**EXERCISE PROMPT**
Leave out the pictures and retype all the entries below exactly.

**TASK INPUT**
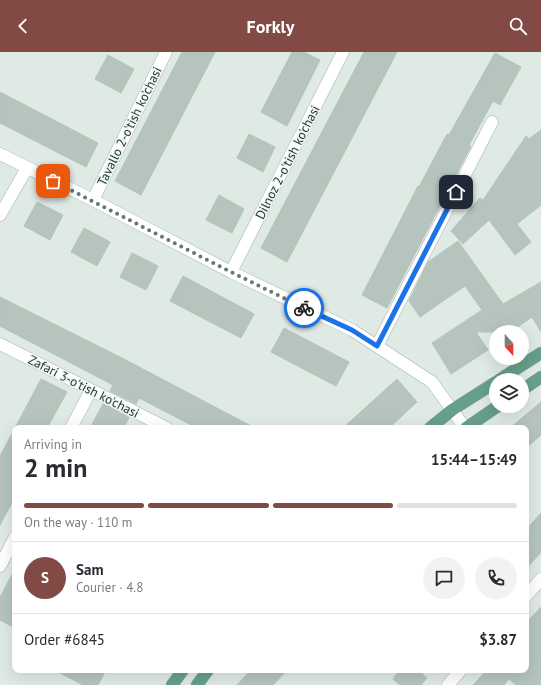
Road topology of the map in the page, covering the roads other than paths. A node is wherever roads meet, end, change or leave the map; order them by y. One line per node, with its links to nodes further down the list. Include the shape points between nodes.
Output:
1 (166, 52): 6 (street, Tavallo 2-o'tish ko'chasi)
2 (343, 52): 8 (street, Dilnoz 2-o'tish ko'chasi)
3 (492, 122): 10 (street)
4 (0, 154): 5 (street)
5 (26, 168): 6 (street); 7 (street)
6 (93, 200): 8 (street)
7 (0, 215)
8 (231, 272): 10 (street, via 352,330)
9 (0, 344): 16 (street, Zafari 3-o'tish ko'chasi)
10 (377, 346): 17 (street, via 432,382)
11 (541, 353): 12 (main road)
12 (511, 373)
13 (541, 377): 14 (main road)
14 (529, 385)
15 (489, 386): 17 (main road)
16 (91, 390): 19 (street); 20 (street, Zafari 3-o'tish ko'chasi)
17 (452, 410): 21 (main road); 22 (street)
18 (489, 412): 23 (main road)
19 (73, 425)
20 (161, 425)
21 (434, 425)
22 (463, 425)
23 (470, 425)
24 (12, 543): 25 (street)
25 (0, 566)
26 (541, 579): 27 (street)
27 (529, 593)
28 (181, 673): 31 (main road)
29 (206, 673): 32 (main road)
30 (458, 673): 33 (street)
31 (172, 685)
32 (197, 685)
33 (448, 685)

**SOLUTION TO THIS TASK**
Road topology of the map in the page, covering the roads other than paths. A node is wherever roads meet, end, change or leave the map; order them by y. One line per node, with its links to nodes further down the list. Include the shape points between nodes.
Output:
1 (166, 52): 6 (street, Tavallo 2-o'tish ko'chasi)
2 (343, 52): 8 (street, Dilnoz 2-o'tish ko'chasi)
3 (492, 122): 10 (street)
4 (0, 154): 5 (street)
5 (26, 168): 6 (street); 7 (street)
6 (93, 200): 8 (street)
7 (0, 215)
8 (231, 272): 10 (street, via 352,330)
9 (0, 344): 16 (street, Zafari 3-o'tish ko'chasi)
10 (377, 346): 17 (street, via 432,382)
11 (541, 353): 12 (main road)
12 (511, 373)
13 (541, 377): 14 (main road)
14 (529, 385)
15 (489, 386): 17 (main road)
16 (91, 390): 19 (street); 20 (street, Zafari 3-o'tish ko'chasi)
17 (452, 410): 21 (main road); 22 (street)
18 (489, 412): 23 (main road)
19 (73, 425)
20 (161, 425)
21 (434, 425)
22 (463, 425)
23 (470, 425)
24 (12, 543): 25 (street)
25 (0, 566)
26 (541, 579): 27 (street)
27 (529, 593)
28 (181, 673): 31 (main road)
29 (206, 673): 32 (main road)
30 (458, 673): 33 (street)
31 (172, 685)
32 (197, 685)
33 (448, 685)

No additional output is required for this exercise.